SENOPATI PAMUNGKAS, SEJARAH SILAT
MAJAPAHIT
Senopati Pamungkas, adalah karya
besar alias masterpiece dari Arswendo Atmowiloto. Dengan jumlah ribuan halaman,
Senopati Pamungkas beberapa kali naik cetak ulang oleh Gramedia. Terbit pertama
kali di tahun 80-an dan pernah menjadi cerita bersambung di majalah Hai dan
Kawanku. Bahkan di medio 90-an, pernah digagas untuk diangkat ke layar perak. Cetakan
pertama oleh Gramedia dalam bentuk buku dengan jumlah 25 seri. Ditengah demam
silat di negeri kita, Senopati Pamungkas cukup sukses merebut pasar.

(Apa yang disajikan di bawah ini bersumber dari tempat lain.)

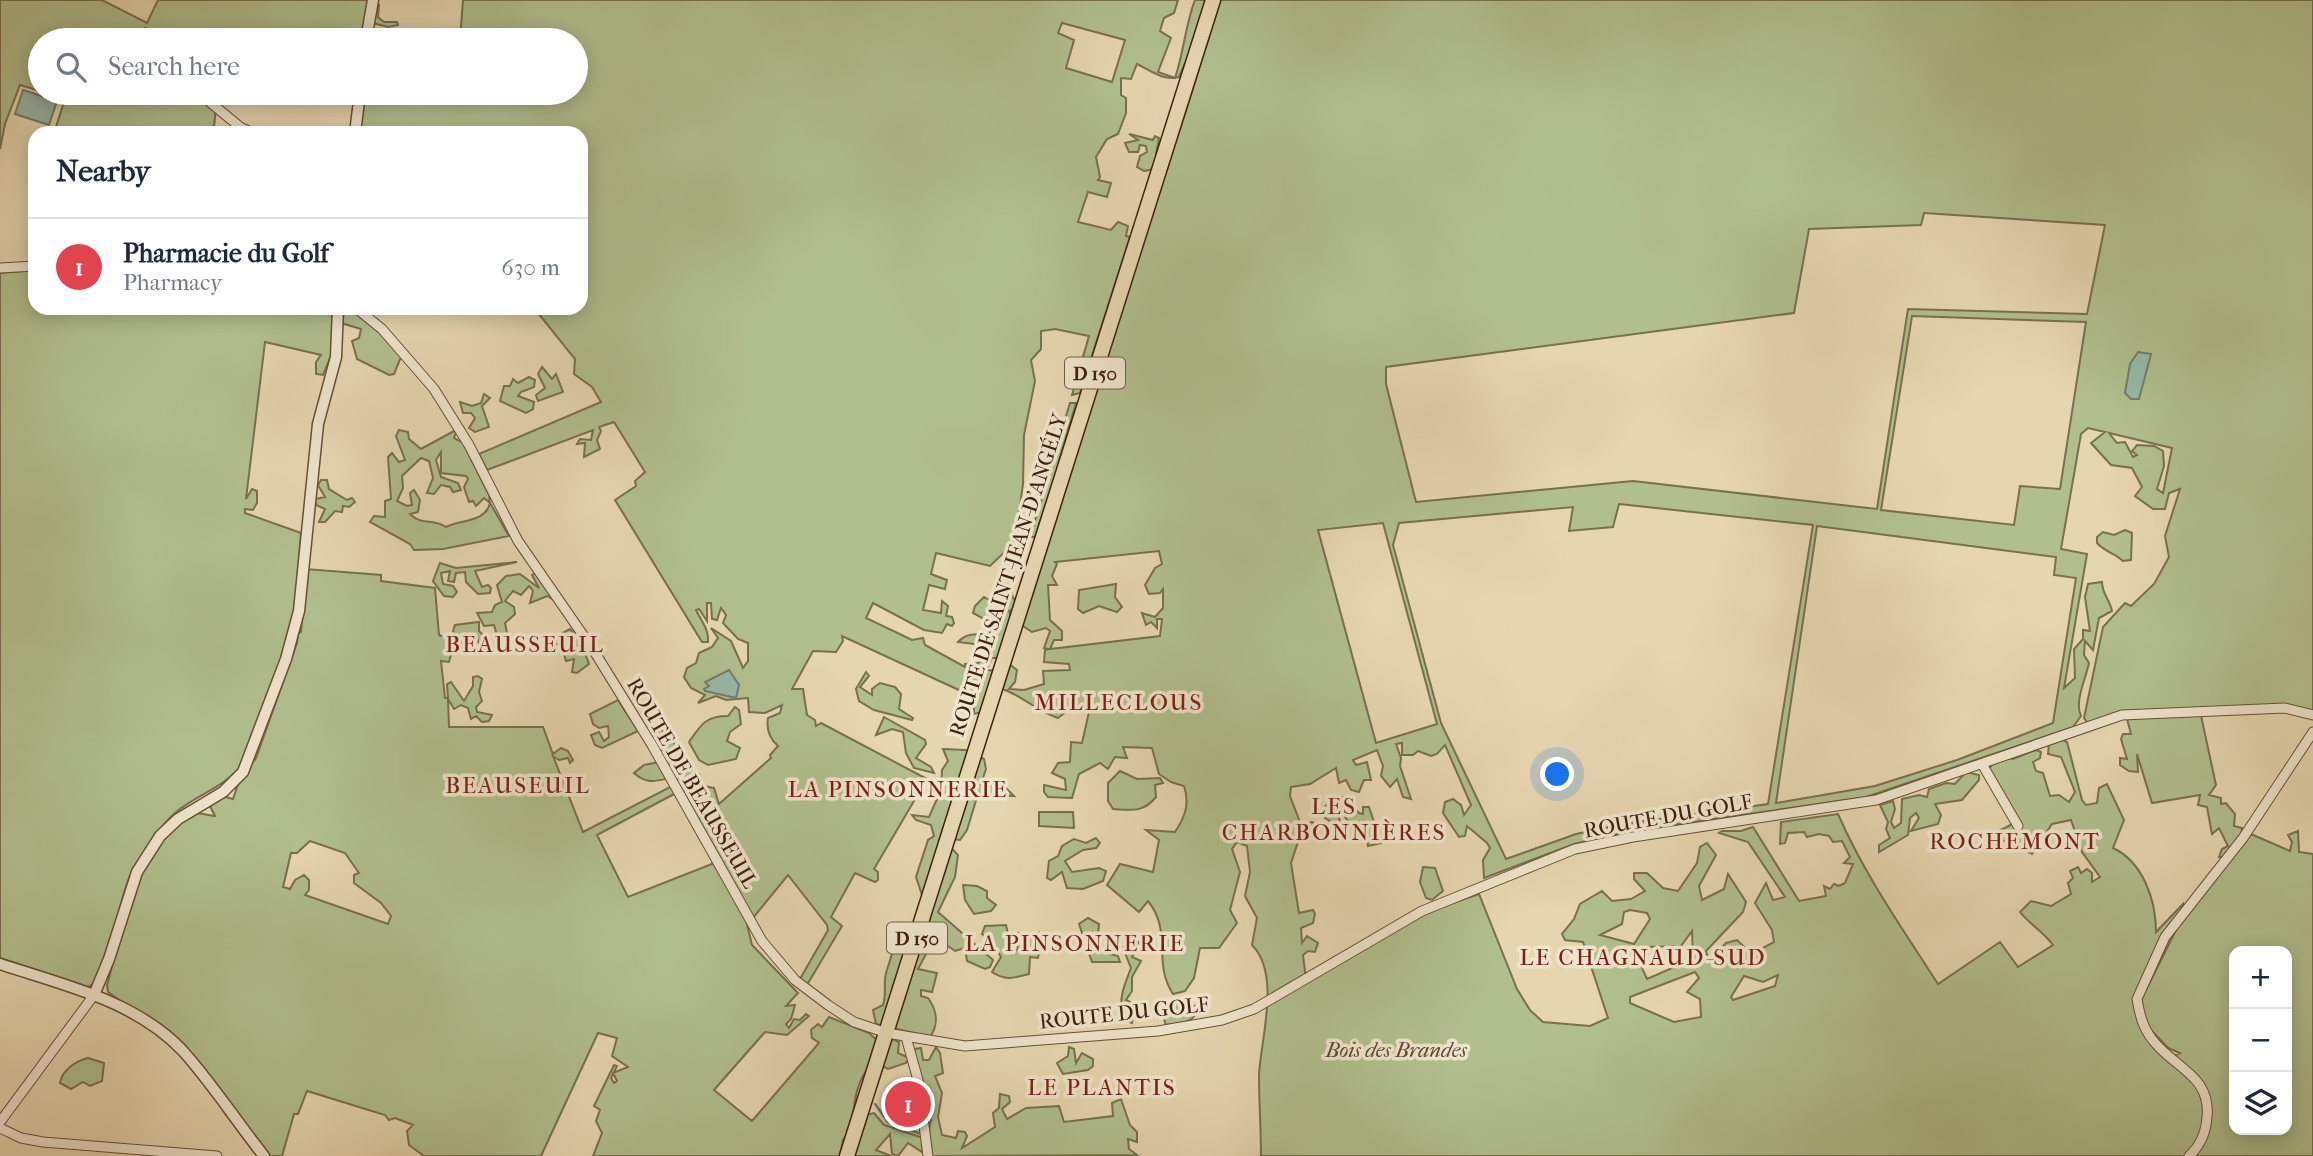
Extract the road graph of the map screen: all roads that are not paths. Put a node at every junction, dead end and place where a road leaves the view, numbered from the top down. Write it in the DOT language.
graph roads {
  1 [pos="373,0"];
  2 [pos="1213,0"];
  3 [pos="368,28"];
  4 [pos="213,105"];
  5 [pos="358,105"];
  6 [pos="239,126"];
  7 [pos="356,126"];
  8 [pos="28,266"];
  9 [pos="0,268"];
  10 [pos="338,315"];
  11 [pos="365,315"];
  12 [pos="2313,715"];
  13 [pos="2313,732"];
  14 [pos="1982,764"];
  15 [pos="2018,826"];
  16 [pos="0,964"];
  17 [pos="94,995"];
  18 [pos="883,1032"];
  19 [pos="906,1037"];
  20 [pos="0,1122"];
  21 [pos="0,1128"];
  22 [pos="217,1156"];
  23 [pos="264,1156"];
  24 [pos="844,1156"];
  25 [pos="928,1156"];
  26 [pos="2189,1156"];
  1 -- 3 [label="street"];
  2 -- 18 [label="main road, ROUTE DE SAINT-JEAN-D'ANGÉLY / D 150"];
  4 -- 6 [label="street"];
  5 -- 7 [label="street"];
  8 -- 9 [label="street"];
  10 -- 17 [label="street"];
  11 -- 18 [label="street, ROUTE DE BEAUSSEUIL"];
  12 -- 14 [label="street, ROUTE DU GOLF"];
  13 -- 26 [label="street"];
  14 -- 15 [label="street"];
  14 -- 19 [label="street, ROUTE DU GOLF"];
  16 -- 17 [label="street"];
  17 -- 20 [label="street"];
  17 -- 23 [label="street"];
  18 -- 19 [label="street, ROUTE DU GOLF"];
  18 -- 24 [label="main road, ROUTE DE SAINT-JEAN-D'ANGÉLY / D 150"];
  19 -- 25 [label="street"];
  21 -- 22 [label="street"];
}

Bersetting di abad 14, dimasa
transisi dari kerajaan Singasari yang ditumbangkan oleh Kediri dan Kadiri yang
diberangus oleh cikal bakal kerajaan terbesar Nusantara, Majapahit. Menengahkan
Upasara wulung sebagai tokoh utama. Upasara Wulung adalah ksatria pilih tanding
hasil didikan Ksatria Piningit, sebuah program menjaring prajurit pilihan dari
Singasari. Program itu ikut hilang dengan jatuhnya Singasari. Upasara kelak
bergabung dengan Perguruan Awan dan menjadi jagoan nomer satu di Majapahit.
Saya membaca pertama kali
Senopati Pamungkas, saat duduk di kelas satu SMP. Kebiasaan nongkrong di
perpustakaan menjadi media perkenalan saya dengan Upasara Wulung. Dengan membanjirnya
cerita silat yang simpel saat itu, membaca Senopati Pamungkas untuk otak SMP
membuat kepala sedikit puyeng. Di SMA saya coba membaca lagi dan masih
merasakan kepusingan. Saya justru lumayan enjoy ketika membaca karya Arswendo
yang lain, ‘Tembang Tanahair’. Penggalian Senopati Pamungkas saya lakukan lagi
di masa kuliah. Dan akhirnya saya bisa membaca dengan penalaran yang lumayan.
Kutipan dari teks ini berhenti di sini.